NO. 07-08-0347-CV
IN THE COURT OF APPEALS
FOR THE SEVENTH DISTRICT OF TEXAS
AT AMARILLO
PANEL B
FEBRUARY 17, 2010
______________________________
JAMES RILEY DAVIS, a/k/a J.R. DAVIS,
Appellant
v.
RONALD JORDAN,
Appellee
_______________________________
FROM THE 121ST DISTRICT COURT OF TERRY COUNTY;
NO. 17194; HON. KELLY G. MOORE, PRESIDING
______________________________
Opinion
______________________________
Before QUINN, C.J., and CAMPBELL and HANCOCK, JJ.

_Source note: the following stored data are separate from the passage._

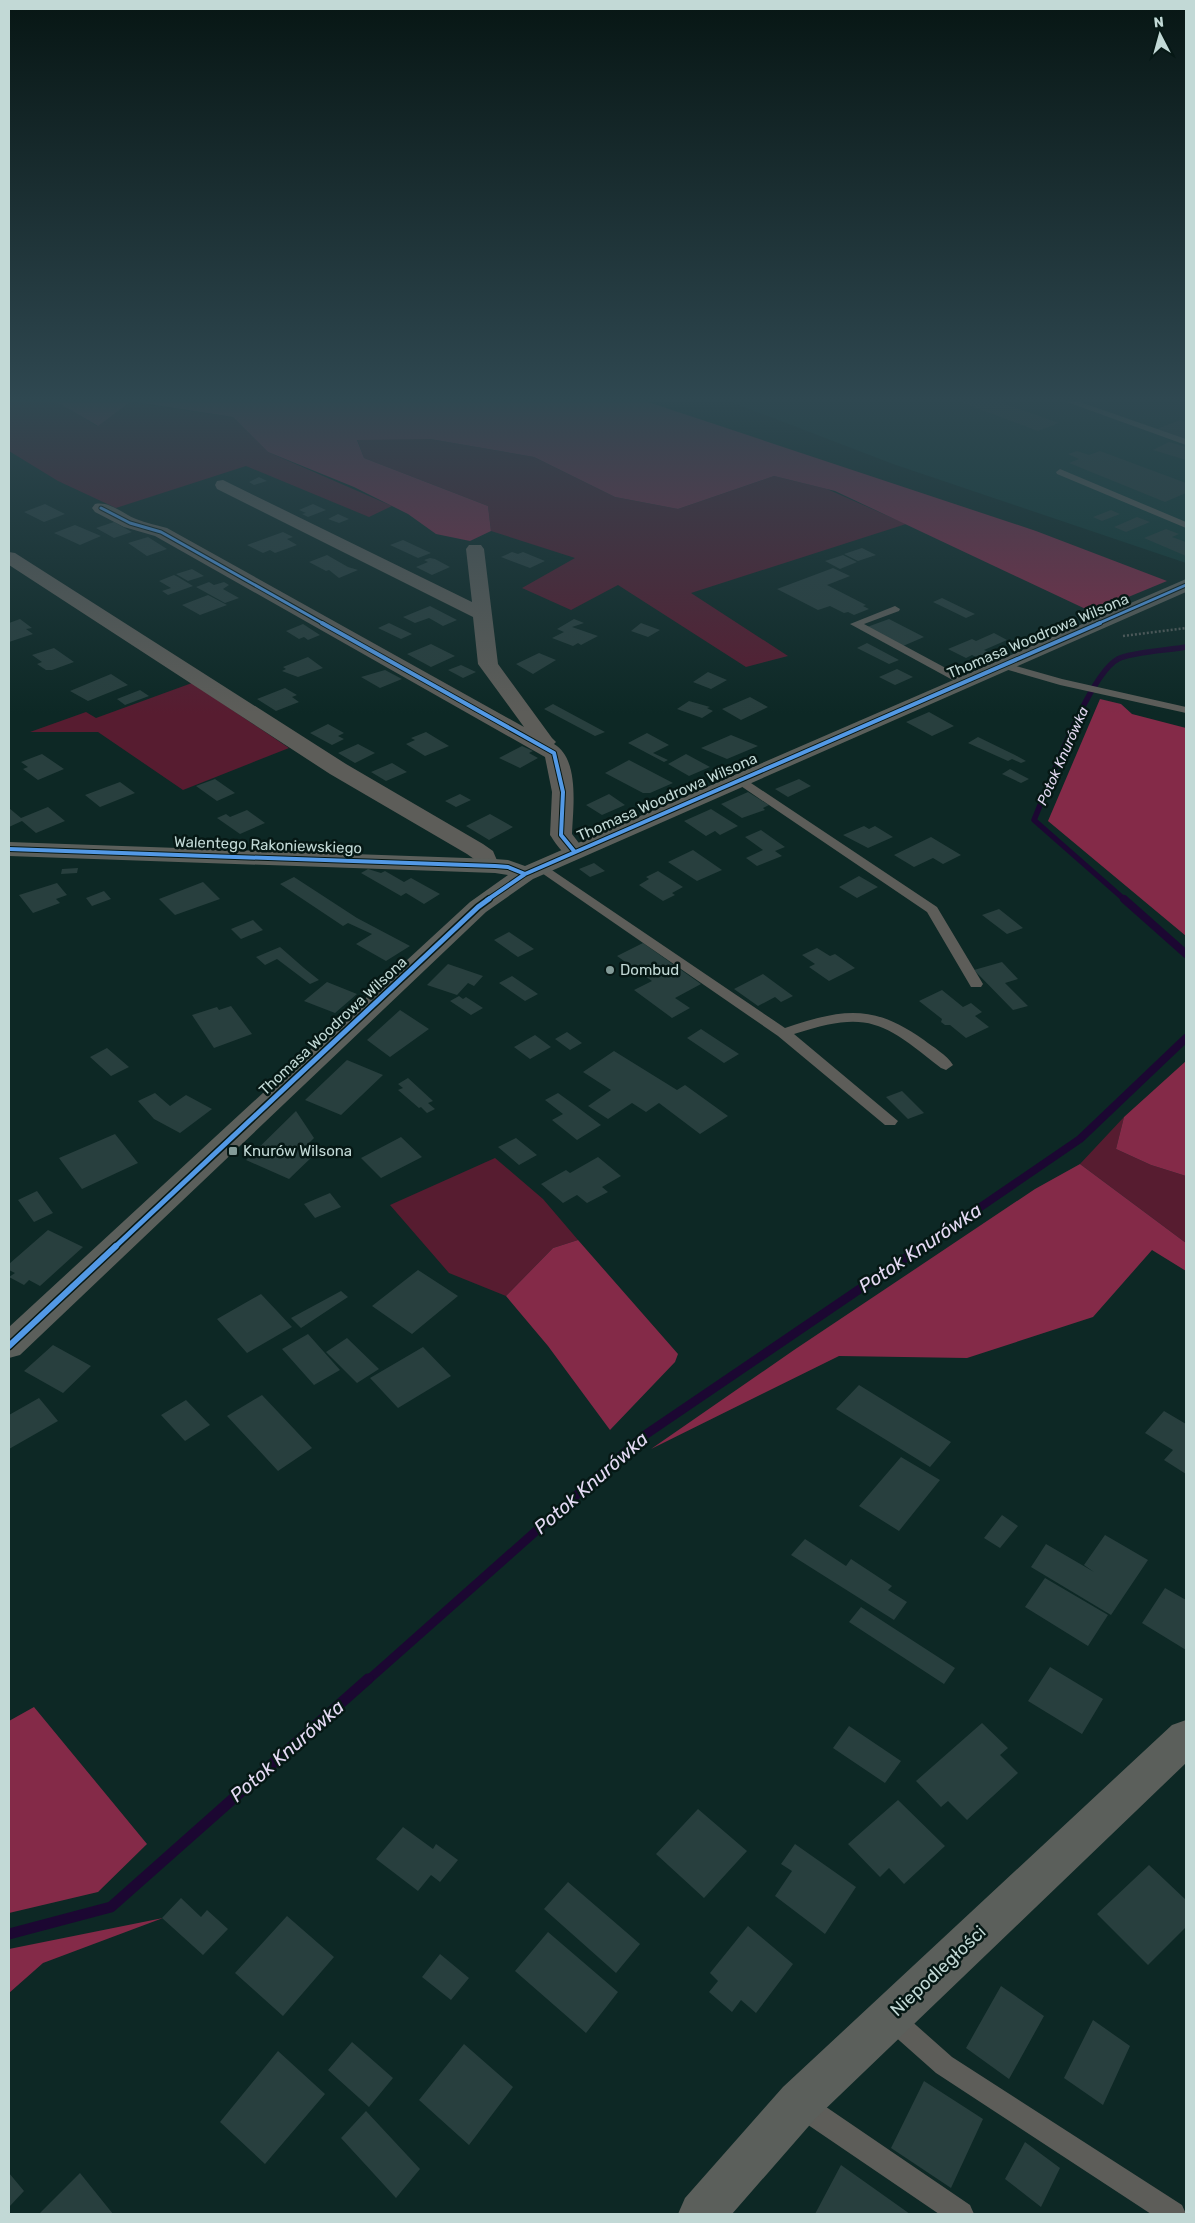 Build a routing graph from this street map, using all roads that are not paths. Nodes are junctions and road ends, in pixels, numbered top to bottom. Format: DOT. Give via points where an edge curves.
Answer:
graph roads {
  1 [pos="264,506"];
  2 [pos="1141,506"];
  3 [pos="101,508"];
  4 [pos="1186,512"];
  5 [pos="1171,518"];
  6 [pos="1186,525"];
  7 [pos="475,549"];
  8 [pos="9,557"];
  9 [pos="1186,585"];
  10 [pos="895,608"];
  11 [pos="481,614"];
  12 [pos="1002,665"];
  13 [pos="964,682"];
  14 [pos="1186,710"];
  15 [pos="554,753"];
  16 [pos="740,779"];
  17 [pos="9,849"];
  18 [pos="574,851"];
  19 [pos="487,865"];
  20 [pos="533,870"];
  21 [pos="976,984"];
  22 [pos="783,1033"];
  23 [pos="946,1065"];
  24 [pos="890,1121"];
  25 [pos="9,1346"];
  26 [pos="1186,1738"];
  27 [pos="890,2017"];
  28 [pos="799,2103"];
  29 [pos="705,2213"];
  30 [pos="961,2214"];
  31 [pos="1173,2214"];
  1 -- 11 [label="street"];
  2 -- 5 [label="lane"];
  3 -- 15 [label="street" via="130,523 161,532"];
  4 -- 5 [label="lane"];
  5 -- 6 [label="lane"];
  7 -- 11 [label="street"];
  8 -- 19 [label="street" via="330,764 475,849 485,856"];
  9 -- 12 [label="street, Thomasa Woodrowa Wilsona"];
  10 -- 13 [label="lane" via="855,624"];
  11 -- 15 [label="street" via="488,664"];
  12 -- 13 [label="street, Thomasa Woodrowa Wilsona"];
  12 -- 14 [label="lane"];
  13 -- 16 [label="street, Thomasa Woodrowa Wilsona"];
  15 -- 18 [label="street" via="563,792 561,834"];
  16 -- 18 [label="street, Thomasa Woodrowa Wilsona"];
  16 -- 21 [label="lane" via="932,910"];
  17 -- 19 [label="street, Walentego Rakoniewskiego"];
  18 -- 20 [label="street, Thomasa Woodrowa Wilsona"];
  19 -- 20 [label="street, Walentego Rakoniewskiego"];
  20 -- 22 [label="lane"];
  20 -- 25 [label="street, Thomasa Woodrowa Wilsona" via="478,907"];
  22 -- 23 [label="lane" via="834,1018 863,1016 911,1037"];
  22 -- 24 [label="lane"];
  26 -- 27 [label="street, Niepodległości"];
  27 -- 28 [label="street, Niepodległości"];
  27 -- 31 [label="lane" via="944,2065"];
  28 -- 29 [label="street, Niepodległości"];
  28 -- 30 [label="lane"];
}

The cause before us involves allegations of over-spraying a herbicide onto a
neighboring farmer’s watermelon crop. James Riley Davis (Davis) alleged that Ronald
Jordan (Jordan) did just that when he used his tractor to apply the herbicide to his
cotton crop. Davis’ property adjoined that of Jordan, and the contamination was
allegedly caused by Jordan spraying the chemical during windy conditions. The jury
denied Davis’ claims of negligence; so, he appealed. The issues we are asked to
resolve implicate the trial court’s jury instructions (or lack thereof), evidentiary rulings,
and the sufficiency of the evidence. We affirm.
Issue One - Negligence Per Se
Davis initially asserts that the trial court erred in refusing to instruct the jury on
negligence per se. He was allegedly entitled to the instruction because Jordan’s
conduct violated §7.71 of Title 4 of the Texas Administrative Code. We overrule the
issue.
Section 7.71 of Title 4 states that “[i]t shall be a violation for any person to use or
cause to be used a pesticide in a manner inconsistent with its label or labeling.” 4 T.A.C.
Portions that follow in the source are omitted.